- _TASK GOAL_:
What you return should be every line below, word for word, and none of the images.

(Saved data entries)
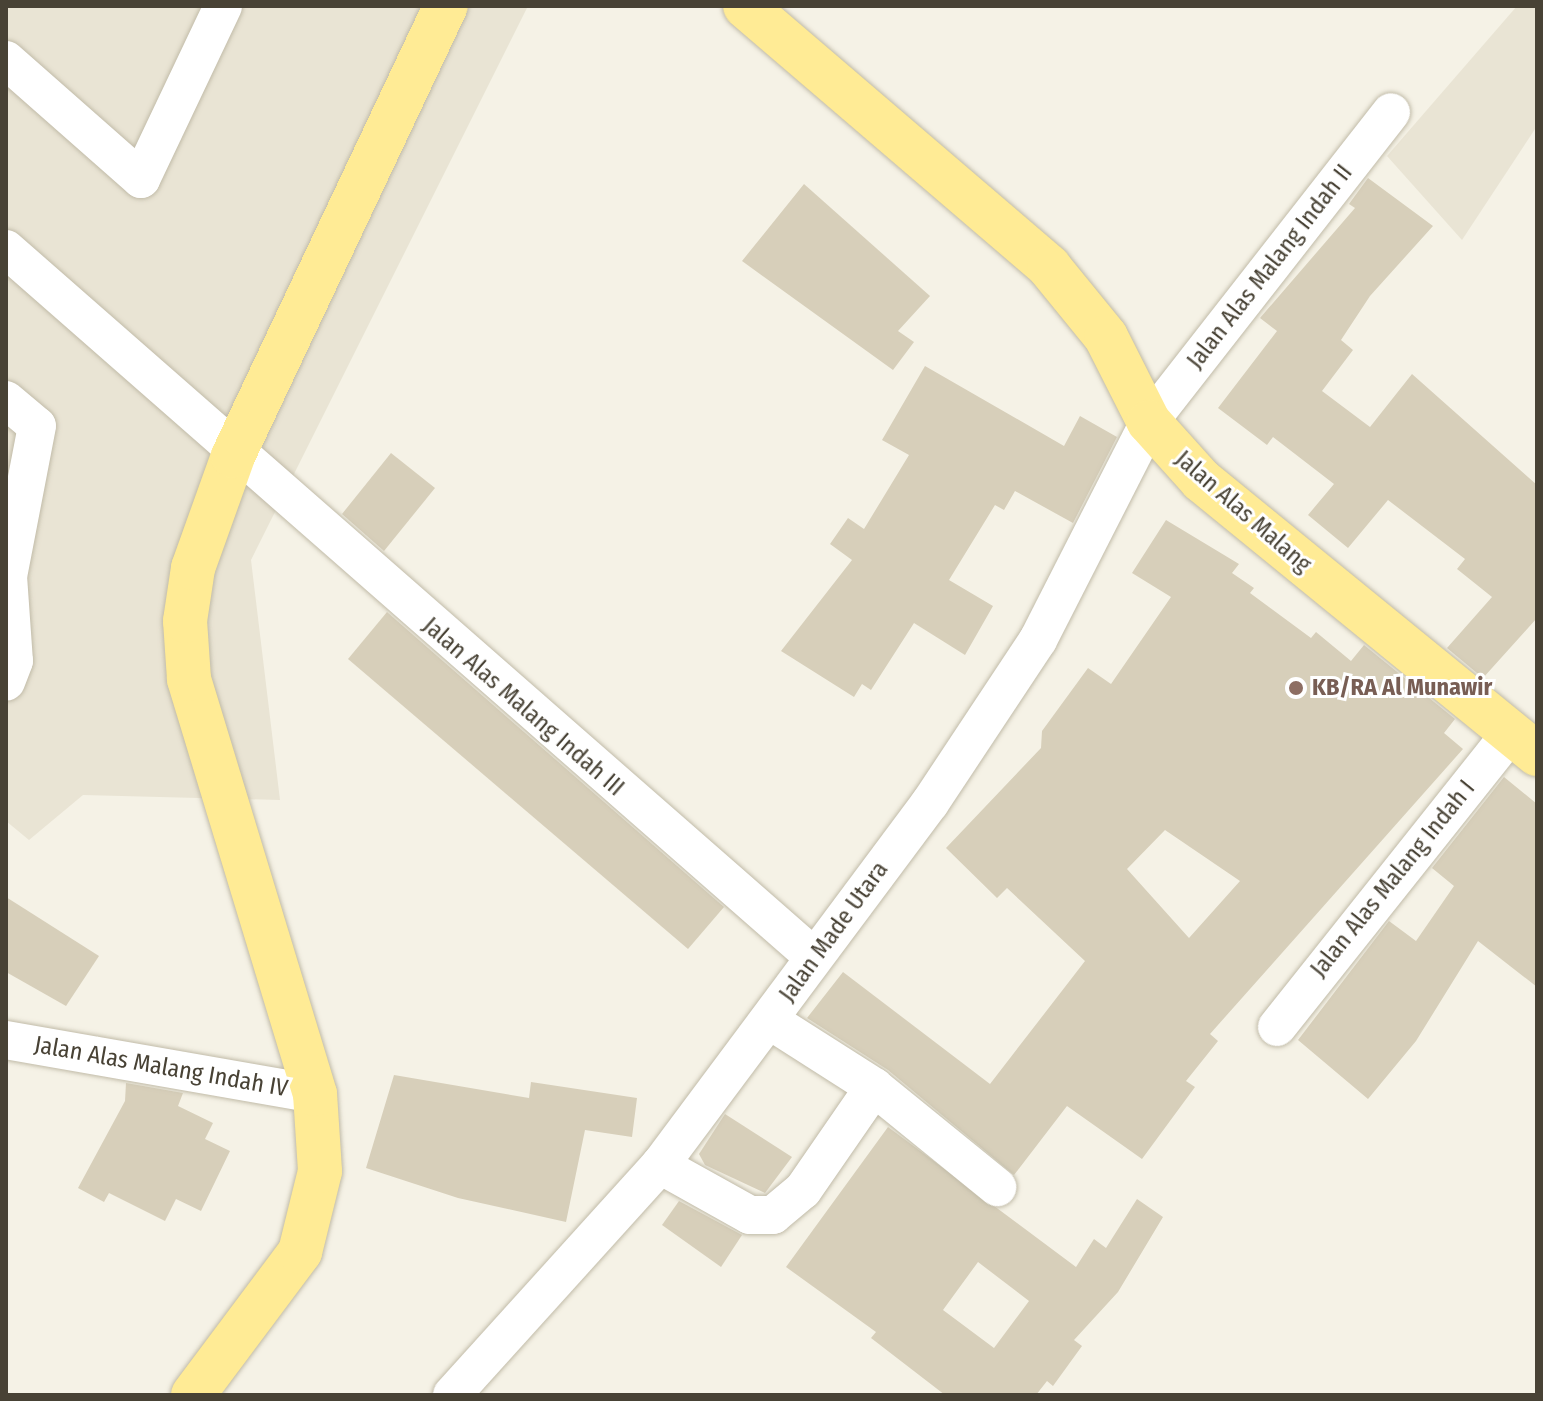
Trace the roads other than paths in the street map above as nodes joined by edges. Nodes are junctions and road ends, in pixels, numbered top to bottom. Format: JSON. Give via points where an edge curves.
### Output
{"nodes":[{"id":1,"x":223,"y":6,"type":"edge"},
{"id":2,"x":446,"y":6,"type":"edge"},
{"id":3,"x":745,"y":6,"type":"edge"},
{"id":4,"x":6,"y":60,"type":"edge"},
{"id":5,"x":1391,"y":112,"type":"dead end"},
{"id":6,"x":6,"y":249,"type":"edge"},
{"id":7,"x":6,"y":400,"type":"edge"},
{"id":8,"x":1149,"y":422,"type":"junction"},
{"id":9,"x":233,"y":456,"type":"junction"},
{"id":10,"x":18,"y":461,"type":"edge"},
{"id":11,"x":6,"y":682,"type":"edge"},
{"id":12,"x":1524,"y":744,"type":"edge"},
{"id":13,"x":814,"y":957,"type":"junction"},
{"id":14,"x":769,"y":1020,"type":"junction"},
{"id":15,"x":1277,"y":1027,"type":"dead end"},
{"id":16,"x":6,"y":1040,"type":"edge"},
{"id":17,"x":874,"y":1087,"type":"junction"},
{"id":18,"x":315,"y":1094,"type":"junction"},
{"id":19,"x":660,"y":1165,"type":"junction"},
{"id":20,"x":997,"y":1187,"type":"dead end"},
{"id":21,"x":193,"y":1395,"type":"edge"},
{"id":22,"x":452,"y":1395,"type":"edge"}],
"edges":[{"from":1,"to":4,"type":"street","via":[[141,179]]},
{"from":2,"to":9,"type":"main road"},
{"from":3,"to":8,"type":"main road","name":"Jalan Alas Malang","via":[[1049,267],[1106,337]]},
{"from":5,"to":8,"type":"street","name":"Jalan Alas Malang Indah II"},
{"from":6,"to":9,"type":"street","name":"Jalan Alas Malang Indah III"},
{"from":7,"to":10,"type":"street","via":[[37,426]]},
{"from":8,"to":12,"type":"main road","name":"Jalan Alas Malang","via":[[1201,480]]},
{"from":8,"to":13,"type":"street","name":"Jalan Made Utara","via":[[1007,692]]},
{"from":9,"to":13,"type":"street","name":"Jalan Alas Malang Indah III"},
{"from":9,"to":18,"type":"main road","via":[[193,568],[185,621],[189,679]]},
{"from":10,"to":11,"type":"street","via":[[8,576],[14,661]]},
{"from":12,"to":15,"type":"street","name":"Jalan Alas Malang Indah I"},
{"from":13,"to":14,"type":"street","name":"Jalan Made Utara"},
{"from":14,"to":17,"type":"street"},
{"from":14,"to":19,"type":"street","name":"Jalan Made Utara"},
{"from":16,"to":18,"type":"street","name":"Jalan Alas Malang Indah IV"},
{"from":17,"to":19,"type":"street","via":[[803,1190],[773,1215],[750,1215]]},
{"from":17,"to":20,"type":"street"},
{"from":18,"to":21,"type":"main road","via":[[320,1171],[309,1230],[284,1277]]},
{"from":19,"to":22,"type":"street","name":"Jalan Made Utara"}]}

- _RESULT FOR THIS EXERCISE_:
Trace the roads other than paths in the street map above as nodes joined by edges. Nodes are junctions and road ends, in pixels, numbered top to bottom. Format: JSON. Give via points where an edge curves.
### Output
{"nodes":[{"id":1,"x":223,"y":6,"type":"edge"},
{"id":2,"x":446,"y":6,"type":"edge"},
{"id":3,"x":745,"y":6,"type":"edge"},
{"id":4,"x":6,"y":60,"type":"edge"},
{"id":5,"x":1391,"y":112,"type":"dead end"},
{"id":6,"x":6,"y":249,"type":"edge"},
{"id":7,"x":6,"y":400,"type":"edge"},
{"id":8,"x":1149,"y":422,"type":"junction"},
{"id":9,"x":233,"y":456,"type":"junction"},
{"id":10,"x":18,"y":461,"type":"edge"},
{"id":11,"x":6,"y":682,"type":"edge"},
{"id":12,"x":1524,"y":744,"type":"edge"},
{"id":13,"x":814,"y":957,"type":"junction"},
{"id":14,"x":769,"y":1020,"type":"junction"},
{"id":15,"x":1277,"y":1027,"type":"dead end"},
{"id":16,"x":6,"y":1040,"type":"edge"},
{"id":17,"x":874,"y":1087,"type":"junction"},
{"id":18,"x":315,"y":1094,"type":"junction"},
{"id":19,"x":660,"y":1165,"type":"junction"},
{"id":20,"x":997,"y":1187,"type":"dead end"},
{"id":21,"x":193,"y":1395,"type":"edge"},
{"id":22,"x":452,"y":1395,"type":"edge"}],
"edges":[{"from":1,"to":4,"type":"street","via":[[141,179]]},
{"from":2,"to":9,"type":"main road"},
{"from":3,"to":8,"type":"main road","name":"Jalan Alas Malang","via":[[1049,267],[1106,337]]},
{"from":5,"to":8,"type":"street","name":"Jalan Alas Malang Indah II"},
{"from":6,"to":9,"type":"street","name":"Jalan Alas Malang Indah III"},
{"from":7,"to":10,"type":"street","via":[[37,426]]},
{"from":8,"to":12,"type":"main road","name":"Jalan Alas Malang","via":[[1201,480]]},
{"from":8,"to":13,"type":"street","name":"Jalan Made Utara","via":[[1007,692]]},
{"from":9,"to":13,"type":"street","name":"Jalan Alas Malang Indah III"},
{"from":9,"to":18,"type":"main road","via":[[193,568],[185,621],[189,679]]},
{"from":10,"to":11,"type":"street","via":[[8,576],[14,661]]},
{"from":12,"to":15,"type":"street","name":"Jalan Alas Malang Indah I"},
{"from":13,"to":14,"type":"street","name":"Jalan Made Utara"},
{"from":14,"to":17,"type":"street"},
{"from":14,"to":19,"type":"street","name":"Jalan Made Utara"},
{"from":16,"to":18,"type":"street","name":"Jalan Alas Malang Indah IV"},
{"from":17,"to":19,"type":"street","via":[[803,1190],[773,1215],[750,1215]]},
{"from":17,"to":20,"type":"street"},
{"from":18,"to":21,"type":"main road","via":[[320,1171],[309,1230],[284,1277]]},
{"from":19,"to":22,"type":"street","name":"Jalan Made Utara"}]}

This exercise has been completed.